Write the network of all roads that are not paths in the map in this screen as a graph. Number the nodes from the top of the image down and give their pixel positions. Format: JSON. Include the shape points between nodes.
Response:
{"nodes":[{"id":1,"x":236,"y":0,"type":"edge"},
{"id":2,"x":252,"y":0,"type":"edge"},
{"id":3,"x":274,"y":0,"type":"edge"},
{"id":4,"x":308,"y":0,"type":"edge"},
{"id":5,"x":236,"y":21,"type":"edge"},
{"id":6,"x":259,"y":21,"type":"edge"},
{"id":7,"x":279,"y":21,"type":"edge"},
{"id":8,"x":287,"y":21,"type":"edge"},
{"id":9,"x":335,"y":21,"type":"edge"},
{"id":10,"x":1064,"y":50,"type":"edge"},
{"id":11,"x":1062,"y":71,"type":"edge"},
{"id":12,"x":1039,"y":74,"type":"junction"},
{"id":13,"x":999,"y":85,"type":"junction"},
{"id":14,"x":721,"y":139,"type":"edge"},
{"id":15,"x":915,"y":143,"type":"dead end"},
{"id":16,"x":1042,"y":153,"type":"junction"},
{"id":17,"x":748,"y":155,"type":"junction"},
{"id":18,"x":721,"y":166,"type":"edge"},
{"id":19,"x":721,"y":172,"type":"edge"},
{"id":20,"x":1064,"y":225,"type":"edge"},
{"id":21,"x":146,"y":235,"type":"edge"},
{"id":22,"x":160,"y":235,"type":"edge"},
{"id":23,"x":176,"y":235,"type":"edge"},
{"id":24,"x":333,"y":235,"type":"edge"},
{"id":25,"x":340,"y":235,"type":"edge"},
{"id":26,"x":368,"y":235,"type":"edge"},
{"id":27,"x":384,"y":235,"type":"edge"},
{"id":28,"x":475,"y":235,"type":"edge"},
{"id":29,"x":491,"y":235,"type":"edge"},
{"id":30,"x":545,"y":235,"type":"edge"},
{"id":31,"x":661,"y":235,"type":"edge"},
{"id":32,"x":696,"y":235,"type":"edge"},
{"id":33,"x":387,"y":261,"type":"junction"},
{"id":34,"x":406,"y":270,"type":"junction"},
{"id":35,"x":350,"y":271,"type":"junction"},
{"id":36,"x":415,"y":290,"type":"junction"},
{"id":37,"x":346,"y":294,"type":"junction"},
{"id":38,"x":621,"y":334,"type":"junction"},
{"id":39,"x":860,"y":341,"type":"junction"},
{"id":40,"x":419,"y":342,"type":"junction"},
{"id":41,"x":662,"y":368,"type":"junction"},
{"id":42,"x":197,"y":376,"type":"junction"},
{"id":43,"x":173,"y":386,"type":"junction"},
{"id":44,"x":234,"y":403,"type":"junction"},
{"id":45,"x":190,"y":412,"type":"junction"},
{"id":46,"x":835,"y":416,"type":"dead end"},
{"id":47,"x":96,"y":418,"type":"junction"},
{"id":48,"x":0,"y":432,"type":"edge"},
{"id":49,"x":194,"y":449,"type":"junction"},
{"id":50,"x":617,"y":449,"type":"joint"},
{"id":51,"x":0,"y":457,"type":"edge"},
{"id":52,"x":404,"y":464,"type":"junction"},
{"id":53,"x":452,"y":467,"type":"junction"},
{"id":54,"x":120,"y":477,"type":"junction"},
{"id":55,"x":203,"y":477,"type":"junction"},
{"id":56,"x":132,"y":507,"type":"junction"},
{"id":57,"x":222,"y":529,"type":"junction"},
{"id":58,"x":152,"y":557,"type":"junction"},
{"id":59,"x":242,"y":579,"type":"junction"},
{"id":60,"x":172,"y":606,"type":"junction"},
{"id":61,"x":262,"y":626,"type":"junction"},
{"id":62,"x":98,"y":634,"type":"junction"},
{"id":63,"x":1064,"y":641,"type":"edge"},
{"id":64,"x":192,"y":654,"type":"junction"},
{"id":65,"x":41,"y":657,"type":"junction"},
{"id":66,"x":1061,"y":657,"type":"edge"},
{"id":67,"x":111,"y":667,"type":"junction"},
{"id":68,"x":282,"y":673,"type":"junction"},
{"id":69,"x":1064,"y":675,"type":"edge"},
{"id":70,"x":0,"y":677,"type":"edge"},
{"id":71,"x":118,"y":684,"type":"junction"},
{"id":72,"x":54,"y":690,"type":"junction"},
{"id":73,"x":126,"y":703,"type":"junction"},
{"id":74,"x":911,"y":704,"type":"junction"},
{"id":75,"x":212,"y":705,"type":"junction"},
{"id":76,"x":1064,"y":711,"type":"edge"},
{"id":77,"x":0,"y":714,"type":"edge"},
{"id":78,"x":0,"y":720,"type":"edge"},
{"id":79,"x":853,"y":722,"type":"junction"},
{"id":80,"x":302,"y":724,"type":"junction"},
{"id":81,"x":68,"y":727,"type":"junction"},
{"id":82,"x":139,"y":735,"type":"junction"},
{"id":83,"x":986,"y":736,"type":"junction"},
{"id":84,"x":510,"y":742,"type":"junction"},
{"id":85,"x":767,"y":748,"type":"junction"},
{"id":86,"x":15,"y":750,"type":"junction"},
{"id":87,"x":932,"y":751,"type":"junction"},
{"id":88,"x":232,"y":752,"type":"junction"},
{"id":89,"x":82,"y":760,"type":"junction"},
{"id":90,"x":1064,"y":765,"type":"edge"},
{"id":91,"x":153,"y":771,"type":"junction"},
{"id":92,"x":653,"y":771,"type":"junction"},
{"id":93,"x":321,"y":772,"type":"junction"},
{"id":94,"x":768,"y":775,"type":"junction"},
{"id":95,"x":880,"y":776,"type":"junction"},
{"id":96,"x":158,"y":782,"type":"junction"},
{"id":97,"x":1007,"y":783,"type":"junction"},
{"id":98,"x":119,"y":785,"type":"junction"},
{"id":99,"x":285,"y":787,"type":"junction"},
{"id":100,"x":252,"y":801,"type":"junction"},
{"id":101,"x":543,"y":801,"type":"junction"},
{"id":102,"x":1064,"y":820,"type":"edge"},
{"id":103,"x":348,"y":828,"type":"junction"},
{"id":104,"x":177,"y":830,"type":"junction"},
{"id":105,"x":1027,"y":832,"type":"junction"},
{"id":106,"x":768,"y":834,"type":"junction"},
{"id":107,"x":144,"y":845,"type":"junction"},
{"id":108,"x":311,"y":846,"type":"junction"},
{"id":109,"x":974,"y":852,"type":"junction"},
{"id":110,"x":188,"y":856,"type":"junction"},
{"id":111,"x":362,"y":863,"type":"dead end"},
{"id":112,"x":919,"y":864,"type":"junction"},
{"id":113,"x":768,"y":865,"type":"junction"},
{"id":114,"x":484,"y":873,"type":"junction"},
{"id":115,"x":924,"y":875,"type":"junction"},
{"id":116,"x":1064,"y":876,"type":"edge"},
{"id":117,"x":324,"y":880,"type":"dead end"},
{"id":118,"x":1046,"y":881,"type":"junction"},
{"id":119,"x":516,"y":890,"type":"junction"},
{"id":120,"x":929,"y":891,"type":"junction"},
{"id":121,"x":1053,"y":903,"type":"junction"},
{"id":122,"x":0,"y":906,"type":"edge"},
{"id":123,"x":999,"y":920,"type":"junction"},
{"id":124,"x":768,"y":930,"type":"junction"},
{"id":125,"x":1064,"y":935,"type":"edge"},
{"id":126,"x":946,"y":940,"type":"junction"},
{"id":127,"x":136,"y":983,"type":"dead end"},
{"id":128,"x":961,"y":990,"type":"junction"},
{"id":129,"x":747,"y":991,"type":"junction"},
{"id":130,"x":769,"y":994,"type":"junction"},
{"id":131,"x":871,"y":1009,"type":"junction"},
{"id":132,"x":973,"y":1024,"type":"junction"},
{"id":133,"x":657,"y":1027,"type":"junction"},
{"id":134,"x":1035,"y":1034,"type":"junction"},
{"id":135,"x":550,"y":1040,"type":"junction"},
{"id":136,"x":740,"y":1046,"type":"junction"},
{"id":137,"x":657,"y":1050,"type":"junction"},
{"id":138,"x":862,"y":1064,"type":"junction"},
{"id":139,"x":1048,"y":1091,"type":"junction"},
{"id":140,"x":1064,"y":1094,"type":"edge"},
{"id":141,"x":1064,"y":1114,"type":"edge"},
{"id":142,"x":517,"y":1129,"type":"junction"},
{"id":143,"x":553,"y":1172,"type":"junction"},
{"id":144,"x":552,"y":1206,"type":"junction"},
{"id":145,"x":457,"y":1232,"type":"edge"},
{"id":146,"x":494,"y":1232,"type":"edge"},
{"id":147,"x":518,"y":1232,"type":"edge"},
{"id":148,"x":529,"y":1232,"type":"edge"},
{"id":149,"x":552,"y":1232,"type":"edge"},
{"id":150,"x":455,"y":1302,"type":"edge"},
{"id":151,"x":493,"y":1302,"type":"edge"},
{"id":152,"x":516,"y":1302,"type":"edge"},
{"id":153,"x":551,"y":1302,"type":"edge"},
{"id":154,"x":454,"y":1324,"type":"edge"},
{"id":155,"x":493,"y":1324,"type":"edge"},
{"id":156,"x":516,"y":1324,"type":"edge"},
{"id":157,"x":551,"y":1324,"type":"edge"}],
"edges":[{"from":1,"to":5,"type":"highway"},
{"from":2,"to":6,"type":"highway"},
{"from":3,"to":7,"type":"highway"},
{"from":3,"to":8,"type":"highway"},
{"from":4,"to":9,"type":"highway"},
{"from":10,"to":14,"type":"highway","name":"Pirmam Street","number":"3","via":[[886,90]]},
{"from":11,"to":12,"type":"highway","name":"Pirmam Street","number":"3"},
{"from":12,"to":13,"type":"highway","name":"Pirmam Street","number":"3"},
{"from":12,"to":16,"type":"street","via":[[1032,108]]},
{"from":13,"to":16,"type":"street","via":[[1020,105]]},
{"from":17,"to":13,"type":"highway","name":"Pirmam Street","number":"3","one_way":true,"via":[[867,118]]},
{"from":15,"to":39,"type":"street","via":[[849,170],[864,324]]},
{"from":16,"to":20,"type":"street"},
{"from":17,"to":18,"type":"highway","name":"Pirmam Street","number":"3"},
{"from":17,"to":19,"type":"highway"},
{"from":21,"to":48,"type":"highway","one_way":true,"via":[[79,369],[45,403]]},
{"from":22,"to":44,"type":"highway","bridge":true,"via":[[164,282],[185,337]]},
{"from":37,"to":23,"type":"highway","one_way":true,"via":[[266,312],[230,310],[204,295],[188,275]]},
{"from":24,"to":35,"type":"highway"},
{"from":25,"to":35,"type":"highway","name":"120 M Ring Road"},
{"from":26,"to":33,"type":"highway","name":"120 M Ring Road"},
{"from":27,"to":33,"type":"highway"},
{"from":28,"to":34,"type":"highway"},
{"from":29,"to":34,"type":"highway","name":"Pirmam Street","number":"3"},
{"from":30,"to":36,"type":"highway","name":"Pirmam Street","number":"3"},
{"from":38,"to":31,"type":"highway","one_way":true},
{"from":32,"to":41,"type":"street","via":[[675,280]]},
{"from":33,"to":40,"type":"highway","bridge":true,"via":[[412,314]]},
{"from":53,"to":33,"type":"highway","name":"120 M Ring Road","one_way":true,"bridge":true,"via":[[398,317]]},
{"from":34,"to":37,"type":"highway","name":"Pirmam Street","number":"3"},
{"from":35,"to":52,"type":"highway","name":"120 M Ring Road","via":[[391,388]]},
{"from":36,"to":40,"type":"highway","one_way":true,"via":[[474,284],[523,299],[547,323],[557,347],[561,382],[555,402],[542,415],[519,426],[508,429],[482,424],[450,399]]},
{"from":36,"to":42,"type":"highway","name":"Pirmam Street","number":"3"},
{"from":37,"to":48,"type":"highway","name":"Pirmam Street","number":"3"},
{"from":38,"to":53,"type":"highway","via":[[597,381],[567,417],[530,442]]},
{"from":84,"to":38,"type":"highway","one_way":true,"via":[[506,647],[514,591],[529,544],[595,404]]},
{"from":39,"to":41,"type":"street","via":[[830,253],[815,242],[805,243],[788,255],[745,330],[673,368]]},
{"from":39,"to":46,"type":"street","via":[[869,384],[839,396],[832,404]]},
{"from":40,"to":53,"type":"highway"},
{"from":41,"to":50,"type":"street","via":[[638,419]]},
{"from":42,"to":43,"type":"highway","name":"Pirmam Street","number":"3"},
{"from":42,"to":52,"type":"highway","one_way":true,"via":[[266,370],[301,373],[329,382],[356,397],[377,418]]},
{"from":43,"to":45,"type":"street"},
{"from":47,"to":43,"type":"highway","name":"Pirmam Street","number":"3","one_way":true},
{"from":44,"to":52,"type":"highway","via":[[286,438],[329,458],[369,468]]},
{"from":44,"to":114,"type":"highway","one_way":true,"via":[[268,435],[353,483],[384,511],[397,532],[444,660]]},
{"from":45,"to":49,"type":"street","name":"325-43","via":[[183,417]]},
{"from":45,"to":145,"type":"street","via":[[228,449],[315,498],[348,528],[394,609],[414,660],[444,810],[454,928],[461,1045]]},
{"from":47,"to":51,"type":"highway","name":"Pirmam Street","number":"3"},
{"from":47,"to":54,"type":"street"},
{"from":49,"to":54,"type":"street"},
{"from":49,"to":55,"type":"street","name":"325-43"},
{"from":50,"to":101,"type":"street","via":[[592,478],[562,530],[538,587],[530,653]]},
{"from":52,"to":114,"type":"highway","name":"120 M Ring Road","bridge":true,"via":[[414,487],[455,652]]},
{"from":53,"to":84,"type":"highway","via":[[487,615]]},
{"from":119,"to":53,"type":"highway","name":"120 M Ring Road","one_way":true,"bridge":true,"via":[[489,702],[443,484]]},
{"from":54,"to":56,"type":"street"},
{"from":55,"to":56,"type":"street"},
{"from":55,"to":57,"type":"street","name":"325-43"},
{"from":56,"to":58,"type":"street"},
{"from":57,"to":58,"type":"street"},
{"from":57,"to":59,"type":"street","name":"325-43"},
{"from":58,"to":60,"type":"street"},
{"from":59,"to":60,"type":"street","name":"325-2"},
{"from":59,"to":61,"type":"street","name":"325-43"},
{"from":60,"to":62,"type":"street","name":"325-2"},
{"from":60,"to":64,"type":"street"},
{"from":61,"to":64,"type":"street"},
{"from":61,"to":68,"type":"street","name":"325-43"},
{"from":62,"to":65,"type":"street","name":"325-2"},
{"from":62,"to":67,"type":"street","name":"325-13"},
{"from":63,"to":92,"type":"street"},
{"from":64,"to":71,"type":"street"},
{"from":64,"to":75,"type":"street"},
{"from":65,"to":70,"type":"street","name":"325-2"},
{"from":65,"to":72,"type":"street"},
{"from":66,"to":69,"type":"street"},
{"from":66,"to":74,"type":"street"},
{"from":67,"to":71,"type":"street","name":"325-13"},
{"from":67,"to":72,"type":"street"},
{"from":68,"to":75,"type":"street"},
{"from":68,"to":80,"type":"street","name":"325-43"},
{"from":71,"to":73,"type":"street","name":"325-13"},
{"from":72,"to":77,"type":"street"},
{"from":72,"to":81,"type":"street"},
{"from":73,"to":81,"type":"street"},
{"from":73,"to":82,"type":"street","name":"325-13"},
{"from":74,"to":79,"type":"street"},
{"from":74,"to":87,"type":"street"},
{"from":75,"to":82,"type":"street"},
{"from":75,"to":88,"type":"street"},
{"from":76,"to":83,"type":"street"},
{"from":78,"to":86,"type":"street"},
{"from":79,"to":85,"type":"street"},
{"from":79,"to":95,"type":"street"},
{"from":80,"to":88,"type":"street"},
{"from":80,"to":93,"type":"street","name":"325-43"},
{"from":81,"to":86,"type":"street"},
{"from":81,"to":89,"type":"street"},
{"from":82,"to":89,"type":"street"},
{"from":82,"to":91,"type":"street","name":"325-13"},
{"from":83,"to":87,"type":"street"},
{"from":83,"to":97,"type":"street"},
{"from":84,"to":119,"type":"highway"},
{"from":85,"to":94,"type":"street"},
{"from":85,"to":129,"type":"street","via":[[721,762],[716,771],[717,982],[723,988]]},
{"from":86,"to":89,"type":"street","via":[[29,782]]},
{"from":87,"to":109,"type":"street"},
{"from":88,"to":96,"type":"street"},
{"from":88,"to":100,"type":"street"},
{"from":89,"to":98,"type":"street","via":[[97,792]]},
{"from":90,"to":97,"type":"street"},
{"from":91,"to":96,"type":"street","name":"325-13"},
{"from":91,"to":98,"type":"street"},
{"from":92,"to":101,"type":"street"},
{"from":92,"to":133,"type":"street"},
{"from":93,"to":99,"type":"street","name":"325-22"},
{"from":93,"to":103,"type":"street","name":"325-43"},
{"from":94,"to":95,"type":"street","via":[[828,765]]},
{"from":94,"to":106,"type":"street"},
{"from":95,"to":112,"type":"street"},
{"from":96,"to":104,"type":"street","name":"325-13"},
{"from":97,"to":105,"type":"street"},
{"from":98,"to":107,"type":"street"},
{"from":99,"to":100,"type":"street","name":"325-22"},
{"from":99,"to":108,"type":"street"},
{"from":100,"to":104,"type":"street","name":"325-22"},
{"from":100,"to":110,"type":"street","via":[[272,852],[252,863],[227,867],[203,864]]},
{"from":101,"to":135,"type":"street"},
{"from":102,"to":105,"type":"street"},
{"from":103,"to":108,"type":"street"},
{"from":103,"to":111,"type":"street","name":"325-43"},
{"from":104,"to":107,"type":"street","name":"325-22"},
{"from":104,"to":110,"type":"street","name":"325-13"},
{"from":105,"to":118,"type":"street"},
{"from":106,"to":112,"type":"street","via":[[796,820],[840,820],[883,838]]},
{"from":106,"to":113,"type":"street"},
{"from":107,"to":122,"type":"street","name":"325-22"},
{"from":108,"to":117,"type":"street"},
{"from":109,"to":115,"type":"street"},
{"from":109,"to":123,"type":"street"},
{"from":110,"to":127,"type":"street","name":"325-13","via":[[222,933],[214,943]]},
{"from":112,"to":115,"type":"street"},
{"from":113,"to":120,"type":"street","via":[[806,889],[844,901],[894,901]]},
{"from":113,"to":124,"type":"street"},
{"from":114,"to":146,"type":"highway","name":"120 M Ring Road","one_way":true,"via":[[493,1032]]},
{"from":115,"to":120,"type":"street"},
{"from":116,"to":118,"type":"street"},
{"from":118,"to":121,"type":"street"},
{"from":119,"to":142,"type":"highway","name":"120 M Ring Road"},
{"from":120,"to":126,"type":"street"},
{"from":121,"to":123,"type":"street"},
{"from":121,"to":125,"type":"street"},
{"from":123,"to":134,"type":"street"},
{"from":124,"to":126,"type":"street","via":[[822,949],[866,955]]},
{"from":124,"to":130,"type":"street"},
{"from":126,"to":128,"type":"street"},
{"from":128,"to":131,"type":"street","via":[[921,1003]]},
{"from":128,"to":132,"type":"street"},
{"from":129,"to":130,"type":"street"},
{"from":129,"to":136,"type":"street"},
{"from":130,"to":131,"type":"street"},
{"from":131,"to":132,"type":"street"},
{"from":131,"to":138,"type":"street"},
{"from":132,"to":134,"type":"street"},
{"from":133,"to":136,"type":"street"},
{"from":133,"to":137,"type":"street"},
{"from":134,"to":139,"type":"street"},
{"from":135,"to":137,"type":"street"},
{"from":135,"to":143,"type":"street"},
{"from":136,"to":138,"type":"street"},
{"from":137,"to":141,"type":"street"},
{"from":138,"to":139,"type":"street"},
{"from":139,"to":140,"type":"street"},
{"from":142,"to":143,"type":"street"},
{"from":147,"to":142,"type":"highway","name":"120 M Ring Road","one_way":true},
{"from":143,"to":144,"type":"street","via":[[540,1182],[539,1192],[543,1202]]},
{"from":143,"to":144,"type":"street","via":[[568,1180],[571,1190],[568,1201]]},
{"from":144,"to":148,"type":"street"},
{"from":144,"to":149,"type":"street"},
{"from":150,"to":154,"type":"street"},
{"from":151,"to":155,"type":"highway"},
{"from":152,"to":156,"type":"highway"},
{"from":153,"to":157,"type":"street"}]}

+++

Activity => Scan the entries above for the word "bridge" and collect each line holding it.

Solved problem =>
{"from":22,"to":44,"type":"highway","bridge":true,"via":[[164,282],[185,337]]},
{"from":33,"to":40,"type":"highway","bridge":true,"via":[[412,314]]},
{"from":53,"to":33,"type":"highway","name":"120 M Ring Road","one_way":true,"bridge":true,"via":[[398,317]]},
{"from":52,"to":114,"type":"highway","name":"120 M Ring Road","bridge":true,"via":[[414,487],[455,652]]},
{"from":119,"to":53,"type":"highway","name":"120 M Ring Road","one_way":true,"bridge":true,"via":[[489,702],[443,484]]},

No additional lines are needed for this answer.